Only a crisis – actual or perceived – produces real change. When that crisis occurs, the actions that are taken depend on the ideas that are lying around. That, I believe, is our basic function: to develop alternatives to existing policies, to keep them alive and available until the politically impossible becomes politically inevitable.”

Perhaps the most famous example of the shock doctrine is that instigated by Pinochet after the coup in Chile in the 1973. Chicago-trained economists, supported by the CIA, where sent to help Pinochet implement extreme neoliberal policies that had devastating effects on the poor:

Their ideas had already been comprehensively rejected by the electorate, but now the electorate was irrelevant: Pinochet used the crisis he had created to imprison, torture or kill anyone who dissented. The Chicago School policies – privatisation, deregulation, massive tax and spending cuts – were catastrophic. Inflation rose to 375% in 1974; the highest rate on earth. Even so, Friedman insisted that the programme was not going far or fast enough. On a visit to Chile in 1975 he persuaded Pinochet to hit much harder. The result was a massive increase in unemployment and the near-eradication of the middle class. But the very rich became much richer, and the corporations, scarcely taxed, deregulated and fattened on privatised assets, became much more powerful.”
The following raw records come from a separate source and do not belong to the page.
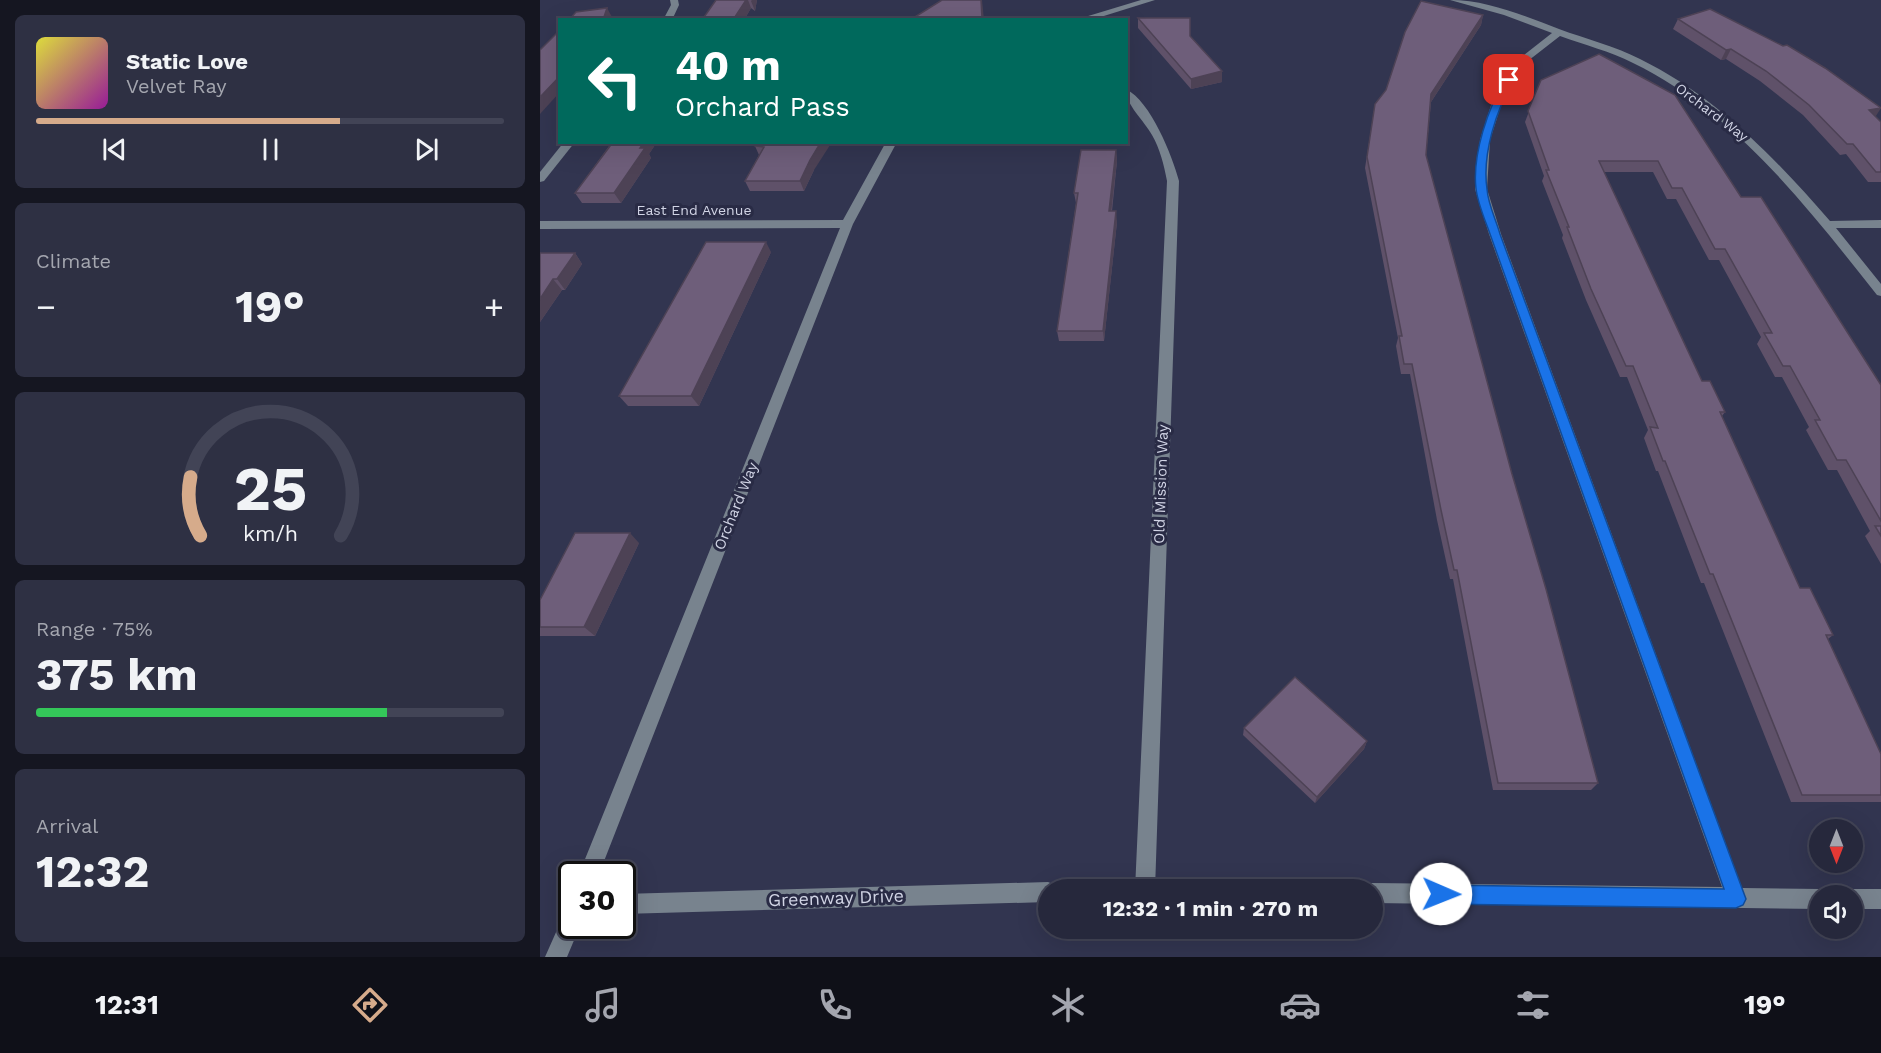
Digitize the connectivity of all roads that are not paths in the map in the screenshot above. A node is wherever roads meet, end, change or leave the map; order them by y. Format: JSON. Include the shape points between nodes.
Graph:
{"nodes":[{"id":1,"x":674,"y":0,"type":"edge"},
{"id":2,"x":1150,"y":0,"type":"edge"},
{"id":3,"x":1454,"y":0,"type":"edge"},
{"id":4,"x":668,"y":18,"type":"edge"},
{"id":5,"x":1086,"y":18,"type":"edge"},
{"id":6,"x":1559,"y":32,"type":"junction"},
{"id":7,"x":1128,"y":94,"type":"edge"},
{"id":8,"x":568,"y":144,"type":"edge"},
{"id":9,"x":891,"y":144,"type":"edge"},
{"id":10,"x":540,"y":179,"type":"edge"},
{"id":11,"x":847,"y":224,"type":"junction"},
{"id":12,"x":1881,"y":224,"type":"edge"},
{"id":13,"x":540,"y":225,"type":"edge"},
{"id":14,"x":1827,"y":225,"type":"junction"},
{"id":15,"x":1881,"y":292,"type":"edge"},
{"id":16,"x":595,"y":861,"type":"edge"},
{"id":17,"x":1145,"y":879,"type":"edge"},
{"id":18,"x":1038,"y":892,"type":"edge"},
{"id":19,"x":1383,"y":893,"type":"edge"},
{"id":20,"x":1736,"y":899,"type":"junction"},
{"id":21,"x":1809,"y":899,"type":"edge"},
{"id":22,"x":1863,"y":899,"type":"edge"},
{"id":23,"x":1881,"y":899,"type":"edge"},
{"id":24,"x":636,"y":904,"type":"edge"},
{"id":25,"x":564,"y":939,"type":"edge"},
{"id":26,"x":556,"y":957,"type":"edge"}],
"edges":[{"from":1,"to":4,"type":"street"},
{"from":2,"to":5,"type":"street"},
{"from":3,"to":6,"type":"street","name":"Orchard Way","via":[[1514,14]]},
{"from":6,"to":14,"type":"street","name":"Orchard Way","via":[[1639,62],[1683,87],[1761,149]]},
{"from":6,"to":20,"type":"street","via":[[1520,62],[1498,99],[1485,140],[1481,189]]},
{"from":7,"to":17,"type":"street","name":"Old Mission Way","via":[[1155,127],[1169,159],[1173,181]]},
{"from":8,"to":10,"type":"street"},
{"from":9,"to":11,"type":"street","name":"Orchard Way"},
{"from":11,"to":13,"type":"street","name":"East End Avenue"},
{"from":11,"to":16,"type":"street","name":"Orchard Way"},
{"from":12,"to":14,"type":"street"},
{"from":14,"to":15,"type":"street","name":"Orchard Way"},
{"from":18,"to":24,"type":"street","name":"Greenway Drive"},
{"from":19,"to":20,"type":"street"},
{"from":20,"to":21,"type":"street"},
{"from":22,"to":23,"type":"street"},
{"from":25,"to":26,"type":"street"}]}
Reading Klein’s book, one is taken on a ride following the shock doctrine across the world. South Africa, Russia, Sri Lanka, Poland, Argentina, Malaysia. Everywhere the pattern is the same. Massive spending cuts, deregulation and privatisation pushed onto an unwilling electorate during a crisis are followed by unemployment, increased inequality and poverty.

So, ahead of the largest spending cuts in a generation, which will massively increase unemployment and hit the poorest the hardest, how can we see the British Government putting the interests of corporate power before that of ordinary people?

Well one obvious example is the public ownership of the Royal Bank of Scotland which is still not lending to small businesses, and has provided nearly £13 billion worth of funding to projects harmful to the environment since the bail out.

Instead of turning the bank into a Royal Bank of Sustainability, as WDM has been arguing for some time, the government’s ‘good news story’ will tomorrow be the launch of the green investment bank, but with the support of only £2 billion private sector money. This is clearly throwing good money after bad, as we’ve previously said.

Another example, which Monbiot also brings up, is that of the Export Credit Guarantee Department (ECGD), one of the few quangos not facing any cuts. What does the ECGD do? Well, it essentially subsidises private corporations by underwriting the investments that they make abroad. All too often these dodgy deals lead to human rights abuses, corruption, climate change and conflict. And when they go wrong, they result in increased Third World Debt, as any outstanding balances are passed on to the country where the investment was made. According to our friends over at the Jubilee Debt Campaign, over 90 per cent of debt owed by developing countries to the UK is now export credit debt.

The experience of developing countries should be sounding alarm bells for us all. Austerity measures in the form of structural adjustment plans pushed by the IMF and World Bank in the 1980s and 1990s had devastating effects on the world’s poor. Poverty, inequality and injustice all increased massively as safety nets for the poorest where slashed in favour of big business.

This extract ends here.